WHAT THIS TASK INVOLVES: The response must consist of every line of the listing, reproduced verbatim.

GIVEN ENTRIES:
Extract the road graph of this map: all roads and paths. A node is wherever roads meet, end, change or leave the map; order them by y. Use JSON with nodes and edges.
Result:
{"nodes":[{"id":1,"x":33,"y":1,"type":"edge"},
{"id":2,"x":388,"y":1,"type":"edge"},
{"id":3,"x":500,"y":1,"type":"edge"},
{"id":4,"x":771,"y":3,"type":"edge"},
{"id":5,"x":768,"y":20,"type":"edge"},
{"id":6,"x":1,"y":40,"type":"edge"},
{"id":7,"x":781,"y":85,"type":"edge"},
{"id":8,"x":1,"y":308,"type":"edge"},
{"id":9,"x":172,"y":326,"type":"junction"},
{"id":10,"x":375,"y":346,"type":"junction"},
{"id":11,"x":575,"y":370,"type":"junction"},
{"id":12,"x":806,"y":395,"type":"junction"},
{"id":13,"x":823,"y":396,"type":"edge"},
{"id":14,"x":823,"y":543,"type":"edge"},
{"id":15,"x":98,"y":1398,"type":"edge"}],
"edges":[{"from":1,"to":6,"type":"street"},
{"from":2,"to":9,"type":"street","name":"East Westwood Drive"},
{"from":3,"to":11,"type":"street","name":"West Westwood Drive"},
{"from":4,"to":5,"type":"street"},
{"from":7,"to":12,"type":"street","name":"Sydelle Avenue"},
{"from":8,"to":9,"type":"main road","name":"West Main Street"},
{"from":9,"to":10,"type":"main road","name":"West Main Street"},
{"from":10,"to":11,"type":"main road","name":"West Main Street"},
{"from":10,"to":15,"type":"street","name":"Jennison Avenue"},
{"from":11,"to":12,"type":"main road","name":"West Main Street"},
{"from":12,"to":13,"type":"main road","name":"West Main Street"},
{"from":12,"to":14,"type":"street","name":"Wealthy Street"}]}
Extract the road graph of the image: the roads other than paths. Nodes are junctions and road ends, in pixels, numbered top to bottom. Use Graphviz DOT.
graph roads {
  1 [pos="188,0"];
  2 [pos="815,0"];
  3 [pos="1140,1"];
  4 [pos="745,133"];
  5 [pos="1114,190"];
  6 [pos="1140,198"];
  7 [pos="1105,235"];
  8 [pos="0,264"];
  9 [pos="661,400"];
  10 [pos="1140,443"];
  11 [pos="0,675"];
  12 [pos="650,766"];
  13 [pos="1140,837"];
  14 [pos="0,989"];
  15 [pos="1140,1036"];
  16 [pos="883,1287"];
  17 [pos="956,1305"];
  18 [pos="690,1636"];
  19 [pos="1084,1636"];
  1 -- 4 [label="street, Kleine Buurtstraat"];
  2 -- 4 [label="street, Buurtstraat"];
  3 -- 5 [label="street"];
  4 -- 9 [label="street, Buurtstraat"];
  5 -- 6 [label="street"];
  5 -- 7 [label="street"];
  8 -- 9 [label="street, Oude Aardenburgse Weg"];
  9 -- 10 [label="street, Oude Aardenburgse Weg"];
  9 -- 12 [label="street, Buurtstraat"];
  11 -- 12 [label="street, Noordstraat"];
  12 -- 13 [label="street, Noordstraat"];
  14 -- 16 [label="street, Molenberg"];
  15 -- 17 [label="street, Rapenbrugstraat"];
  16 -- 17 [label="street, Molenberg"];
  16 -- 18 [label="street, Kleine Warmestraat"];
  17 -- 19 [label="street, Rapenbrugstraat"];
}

RESULT OF THIS EXERCISE:
Extract the road graph of this map: all roads and paths. A node is wherever roads meet, end, change or leave the map; order them by y. Use JSON with nodes and edges.
Result:
{"nodes":[{"id":1,"x":33,"y":1,"type":"edge"},
{"id":2,"x":388,"y":1,"type":"edge"},
{"id":3,"x":500,"y":1,"type":"edge"},
{"id":4,"x":771,"y":3,"type":"edge"},
{"id":5,"x":768,"y":20,"type":"edge"},
{"id":6,"x":1,"y":40,"type":"edge"},
{"id":7,"x":781,"y":85,"type":"edge"},
{"id":8,"x":1,"y":308,"type":"edge"},
{"id":9,"x":172,"y":326,"type":"junction"},
{"id":10,"x":375,"y":346,"type":"junction"},
{"id":11,"x":575,"y":370,"type":"junction"},
{"id":12,"x":806,"y":395,"type":"junction"},
{"id":13,"x":823,"y":396,"type":"edge"},
{"id":14,"x":823,"y":543,"type":"edge"},
{"id":15,"x":98,"y":1398,"type":"edge"}],
"edges":[{"from":1,"to":6,"type":"street"},
{"from":2,"to":9,"type":"street","name":"East Westwood Drive"},
{"from":3,"to":11,"type":"street","name":"West Westwood Drive"},
{"from":4,"to":5,"type":"street"},
{"from":7,"to":12,"type":"street","name":"Sydelle Avenue"},
{"from":8,"to":9,"type":"main road","name":"West Main Street"},
{"from":9,"to":10,"type":"main road","name":"West Main Street"},
{"from":10,"to":11,"type":"main road","name":"West Main Street"},
{"from":10,"to":15,"type":"street","name":"Jennison Avenue"},
{"from":11,"to":12,"type":"main road","name":"West Main Street"},
{"from":12,"to":13,"type":"main road","name":"West Main Street"},
{"from":12,"to":14,"type":"street","name":"Wealthy Street"}]}
Extract the road graph of the image: the roads other than paths. Nodes are junctions and road ends, in pixels, numbered top to bottom. Use Graphviz DOT.
graph roads {
  1 [pos="188,0"];
  2 [pos="815,0"];
  3 [pos="1140,1"];
  4 [pos="745,133"];
  5 [pos="1114,190"];
  6 [pos="1140,198"];
  7 [pos="1105,235"];
  8 [pos="0,264"];
  9 [pos="661,400"];
  10 [pos="1140,443"];
  11 [pos="0,675"];
  12 [pos="650,766"];
  13 [pos="1140,837"];
  14 [pos="0,989"];
  15 [pos="1140,1036"];
  16 [pos="883,1287"];
  17 [pos="956,1305"];
  18 [pos="690,1636"];
  19 [pos="1084,1636"];
  1 -- 4 [label="street, Kleine Buurtstraat"];
  2 -- 4 [label="street, Buurtstraat"];
  3 -- 5 [label="street"];
  4 -- 9 [label="street, Buurtstraat"];
  5 -- 6 [label="street"];
  5 -- 7 [label="street"];
  8 -- 9 [label="street, Oude Aardenburgse Weg"];
  9 -- 10 [label="street, Oude Aardenburgse Weg"];
  9 -- 12 [label="street, Buurtstraat"];
  11 -- 12 [label="street, Noordstraat"];
  12 -- 13 [label="street, Noordstraat"];
  14 -- 16 [label="street, Molenberg"];
  15 -- 17 [label="street, Rapenbrugstraat"];
  16 -- 17 [label="street, Molenberg"];
  16 -- 18 [label="street, Kleine Warmestraat"];
  17 -- 19 [label="street, Rapenbrugstraat"];
}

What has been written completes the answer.